Vintage Photo of the Week

This is a photo of contralto Marian Anderson singing on the steps of the Lincoln Memorial in Washington, D.C. on Easter Sunday1939. I chose this particular picture because of the momentous events that occurred this week. Watching President Barack H. Obama speak at the We Are One concert that was held at the Lincoln Memorial last Sunday, as well as him being sworn in as the first African American President of the United States, evoked images of Ms. Anderson's historical performance.

Prohibited by the Daughters of the American Revolution from singing at Constitution Hall because of her race, First Lady Eleanor Roosevelt -- a member of DAR -- arranged for Ms. Anderson to have her very own concert on the steps of the Lincoln Memorial. Mrs.

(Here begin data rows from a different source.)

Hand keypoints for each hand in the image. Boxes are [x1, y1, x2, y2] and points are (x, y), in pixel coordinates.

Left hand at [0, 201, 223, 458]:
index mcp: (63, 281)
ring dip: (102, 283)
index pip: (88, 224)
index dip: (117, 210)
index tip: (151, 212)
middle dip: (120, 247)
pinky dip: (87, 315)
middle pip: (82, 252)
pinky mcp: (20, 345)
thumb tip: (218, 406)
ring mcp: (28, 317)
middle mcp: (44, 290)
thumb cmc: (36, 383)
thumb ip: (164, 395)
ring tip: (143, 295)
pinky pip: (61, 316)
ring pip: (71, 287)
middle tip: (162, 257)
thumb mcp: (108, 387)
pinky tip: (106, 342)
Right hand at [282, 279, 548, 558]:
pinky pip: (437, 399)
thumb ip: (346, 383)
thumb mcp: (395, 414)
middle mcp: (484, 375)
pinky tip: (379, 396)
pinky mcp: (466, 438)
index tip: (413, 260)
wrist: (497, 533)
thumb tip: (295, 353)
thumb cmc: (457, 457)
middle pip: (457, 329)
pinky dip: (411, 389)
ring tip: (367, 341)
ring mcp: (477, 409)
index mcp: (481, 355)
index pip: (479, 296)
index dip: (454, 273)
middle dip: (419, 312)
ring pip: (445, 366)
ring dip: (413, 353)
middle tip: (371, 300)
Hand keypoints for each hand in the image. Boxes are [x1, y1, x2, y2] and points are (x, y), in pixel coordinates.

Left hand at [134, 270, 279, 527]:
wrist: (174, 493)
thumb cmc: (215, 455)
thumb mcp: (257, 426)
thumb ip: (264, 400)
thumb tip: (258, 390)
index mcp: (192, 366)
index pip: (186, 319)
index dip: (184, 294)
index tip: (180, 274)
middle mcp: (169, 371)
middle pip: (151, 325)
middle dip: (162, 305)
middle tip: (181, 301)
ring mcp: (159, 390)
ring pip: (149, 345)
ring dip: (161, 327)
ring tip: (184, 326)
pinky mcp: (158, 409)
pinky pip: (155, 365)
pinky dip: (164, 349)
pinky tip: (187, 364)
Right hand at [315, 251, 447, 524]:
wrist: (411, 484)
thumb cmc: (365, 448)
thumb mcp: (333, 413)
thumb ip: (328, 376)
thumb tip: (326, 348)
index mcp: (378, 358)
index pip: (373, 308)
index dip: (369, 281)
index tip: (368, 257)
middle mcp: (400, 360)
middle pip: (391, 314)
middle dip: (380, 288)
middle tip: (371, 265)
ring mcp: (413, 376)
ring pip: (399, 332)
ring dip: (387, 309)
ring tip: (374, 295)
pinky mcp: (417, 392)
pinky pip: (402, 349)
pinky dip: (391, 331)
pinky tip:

Roosevelt
resigned from the organization because of the racist snub.

The 1939 documentary film of this historical moment, Marian Anderson: The Lincoln Memorial Concert was selected by The United States National Film Registry for preservation.

For more information on Ms. Anderson, check out The Marian Anderson Historical Society website.

Tuesday, January 20, 2009

At Last, First Fashion

The "What Will Michelle Wear?" guessing game is over and the winners are....... Isabel Toledo and Jason Wu!

For the daytime activities of the Inaugural Celebration, First Lady Michelle Obama wore an elegant ensemble by designer Isabel Toledo, accessorized with olive green leather gloves from J. Crew and matching Jimmy Choo pumps.

NY Times fashion columnist, Cathy Horyn interviewed the Cuban-American designer who described the outfit as a lemongrass-yellow coat and matching dress, made of Swiss wool lace, backed with netting for warmth and lined in French silk.
“I wanted to pick a very optimistic color, that had sunshine,” she said. “I wanted her to feel charmed, and in that way would charm everybody.” Ms. Toledo sounded overwhelmed. “This is so wonderful,” she said.
Ms. Toledo didn't know until this morning that the First Lady chose her design. Her husband and business partner, Ruben Toledo told
"We're levitating - we really are," Ruben Toledo said minutes after watching Michelle Obama on CNN in an ensemble by his wife Isabel.

"We had no idea. We hoped she would wear something because she has bought Isabel's clothes before. We never know what's going to happen," he said.

"It's just another shock, but a great shock."

However, the biggest anticipation of the day was the Inaugural Gown selection, and First Lady Michelle didn't disappoint, choosing a beautiful ivory chiffon gown adorned with organza flowers, silver thread embroidery and Swarovski crystals. The design was created especially for her by 26 yr old up and coming designer, Jason Wu. The New York based designer, who WSOIC! predicted would be the lucky winner in the Inaugural designer lottery, didn't know that Mrs. Obama would wear his design until she and her husband, President Barack Obama, stepped on stage for their first dance at the Neighborhood Inaugural Ball. In fact, Mr. Wu never met the first lady, working on the dress based on measurements that were sent to him by Chicago boutique owner, Ikram Goldman. NY Magazine reports:
"I wanted to design a gown that would highlight her best features. I wanted to say something about who she is," Wu said. "I see her as a powerful, energetic, incredible woman. I wanted the gown to have a dreamlike quality because it's pretty surreal."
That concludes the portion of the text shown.